- [Prompt] Only the lines from the one containing "thumb ip: (887, 942)" through the last line of the data are to be written out, exactly and in full.

[Items listed in a dataset]
>>>
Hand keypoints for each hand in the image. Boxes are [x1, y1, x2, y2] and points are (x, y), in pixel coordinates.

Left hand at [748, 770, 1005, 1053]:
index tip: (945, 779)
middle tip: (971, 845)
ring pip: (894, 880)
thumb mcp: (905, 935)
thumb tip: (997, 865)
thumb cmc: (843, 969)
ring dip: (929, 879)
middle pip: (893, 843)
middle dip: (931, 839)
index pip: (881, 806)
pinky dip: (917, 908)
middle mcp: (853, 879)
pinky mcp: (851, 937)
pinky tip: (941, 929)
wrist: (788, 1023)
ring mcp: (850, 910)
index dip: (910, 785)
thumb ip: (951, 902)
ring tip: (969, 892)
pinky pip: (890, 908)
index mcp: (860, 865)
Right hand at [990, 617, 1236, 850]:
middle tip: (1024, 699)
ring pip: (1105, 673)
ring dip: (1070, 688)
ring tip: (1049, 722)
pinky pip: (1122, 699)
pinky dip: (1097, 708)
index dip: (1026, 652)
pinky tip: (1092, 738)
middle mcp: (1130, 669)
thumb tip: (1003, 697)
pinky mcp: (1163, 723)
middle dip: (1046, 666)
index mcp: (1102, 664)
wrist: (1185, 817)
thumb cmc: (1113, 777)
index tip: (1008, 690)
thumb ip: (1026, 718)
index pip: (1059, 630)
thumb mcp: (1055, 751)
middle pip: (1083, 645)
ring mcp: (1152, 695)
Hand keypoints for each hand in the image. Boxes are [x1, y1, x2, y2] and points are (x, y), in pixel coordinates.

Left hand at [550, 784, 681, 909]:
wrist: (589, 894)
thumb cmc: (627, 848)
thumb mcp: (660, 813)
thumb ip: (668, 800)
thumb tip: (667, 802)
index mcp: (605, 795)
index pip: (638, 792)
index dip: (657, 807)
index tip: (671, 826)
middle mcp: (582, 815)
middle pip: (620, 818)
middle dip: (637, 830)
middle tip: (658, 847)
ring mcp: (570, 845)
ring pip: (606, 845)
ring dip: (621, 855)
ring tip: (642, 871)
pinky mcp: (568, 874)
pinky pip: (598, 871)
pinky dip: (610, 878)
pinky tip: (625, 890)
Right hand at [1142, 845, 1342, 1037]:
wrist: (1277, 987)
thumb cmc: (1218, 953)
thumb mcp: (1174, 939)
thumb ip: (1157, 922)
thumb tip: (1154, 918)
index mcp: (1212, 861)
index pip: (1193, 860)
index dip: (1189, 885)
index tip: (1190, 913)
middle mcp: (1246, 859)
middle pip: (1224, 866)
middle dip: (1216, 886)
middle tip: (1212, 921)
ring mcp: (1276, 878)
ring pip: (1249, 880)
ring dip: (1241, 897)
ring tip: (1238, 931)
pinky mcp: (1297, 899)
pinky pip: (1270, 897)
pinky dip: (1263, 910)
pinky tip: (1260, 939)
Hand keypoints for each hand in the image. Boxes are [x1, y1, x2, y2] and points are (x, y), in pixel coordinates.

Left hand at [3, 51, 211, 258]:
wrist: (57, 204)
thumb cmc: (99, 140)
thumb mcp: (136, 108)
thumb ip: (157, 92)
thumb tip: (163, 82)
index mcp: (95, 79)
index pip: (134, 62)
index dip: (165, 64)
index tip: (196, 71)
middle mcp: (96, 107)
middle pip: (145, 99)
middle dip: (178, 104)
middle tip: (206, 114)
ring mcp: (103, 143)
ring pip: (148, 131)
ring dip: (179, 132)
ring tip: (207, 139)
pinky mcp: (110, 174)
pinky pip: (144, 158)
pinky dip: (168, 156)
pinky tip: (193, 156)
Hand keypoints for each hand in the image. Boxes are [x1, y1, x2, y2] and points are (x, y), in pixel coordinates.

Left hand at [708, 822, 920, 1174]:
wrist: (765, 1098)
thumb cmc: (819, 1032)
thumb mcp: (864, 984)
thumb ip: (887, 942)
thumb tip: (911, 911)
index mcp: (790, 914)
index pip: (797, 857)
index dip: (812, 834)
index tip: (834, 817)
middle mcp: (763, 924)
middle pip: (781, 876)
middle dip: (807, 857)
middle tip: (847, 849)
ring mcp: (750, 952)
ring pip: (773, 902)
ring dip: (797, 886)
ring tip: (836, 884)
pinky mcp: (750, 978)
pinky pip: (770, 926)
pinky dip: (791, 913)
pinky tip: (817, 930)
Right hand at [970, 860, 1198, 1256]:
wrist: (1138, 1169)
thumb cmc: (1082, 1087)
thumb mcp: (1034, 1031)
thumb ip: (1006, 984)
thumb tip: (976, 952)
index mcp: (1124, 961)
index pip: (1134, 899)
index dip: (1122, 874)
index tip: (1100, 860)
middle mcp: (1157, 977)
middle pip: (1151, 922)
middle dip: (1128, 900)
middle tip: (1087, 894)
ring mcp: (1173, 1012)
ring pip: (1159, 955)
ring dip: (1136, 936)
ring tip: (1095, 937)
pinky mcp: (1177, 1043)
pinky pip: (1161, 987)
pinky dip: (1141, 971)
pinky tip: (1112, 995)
<<<
- [Answer to this task]
thumb ip: (887, 942)
thumb tip: (911, 911)
index mcp: (790, 914)
index pip: (797, 857)
index dip: (812, 834)
index tip: (834, 817)
middle mcp: (763, 924)
middle pip: (781, 876)
middle dip: (807, 857)
middle tip: (847, 849)
ring mcp: (750, 952)
ring pip: (773, 902)
ring dip: (797, 886)
ring tip: (836, 884)
pinky mcp: (750, 978)
pinky pip: (770, 926)
pinky dip: (791, 913)
pinky tip: (817, 930)
Right hand at [970, 860, 1198, 1256]:
wrist: (1138, 1169)
thumb cmc: (1082, 1087)
thumb mcp: (1034, 1031)
thumb ip: (1006, 984)
thumb tip: (976, 952)
index mcp: (1124, 961)
index pip: (1134, 899)
index dip: (1122, 874)
index tip: (1100, 860)
middle mcp: (1157, 977)
middle pip: (1151, 922)
middle dip: (1128, 900)
middle tip: (1087, 894)
ring mcp: (1173, 1012)
ring pip: (1159, 955)
ring dip: (1136, 936)
ring tip: (1095, 937)
pinky mcp: (1177, 1043)
pinky pip: (1161, 987)
pinky dip: (1141, 971)
pinky tip: (1112, 995)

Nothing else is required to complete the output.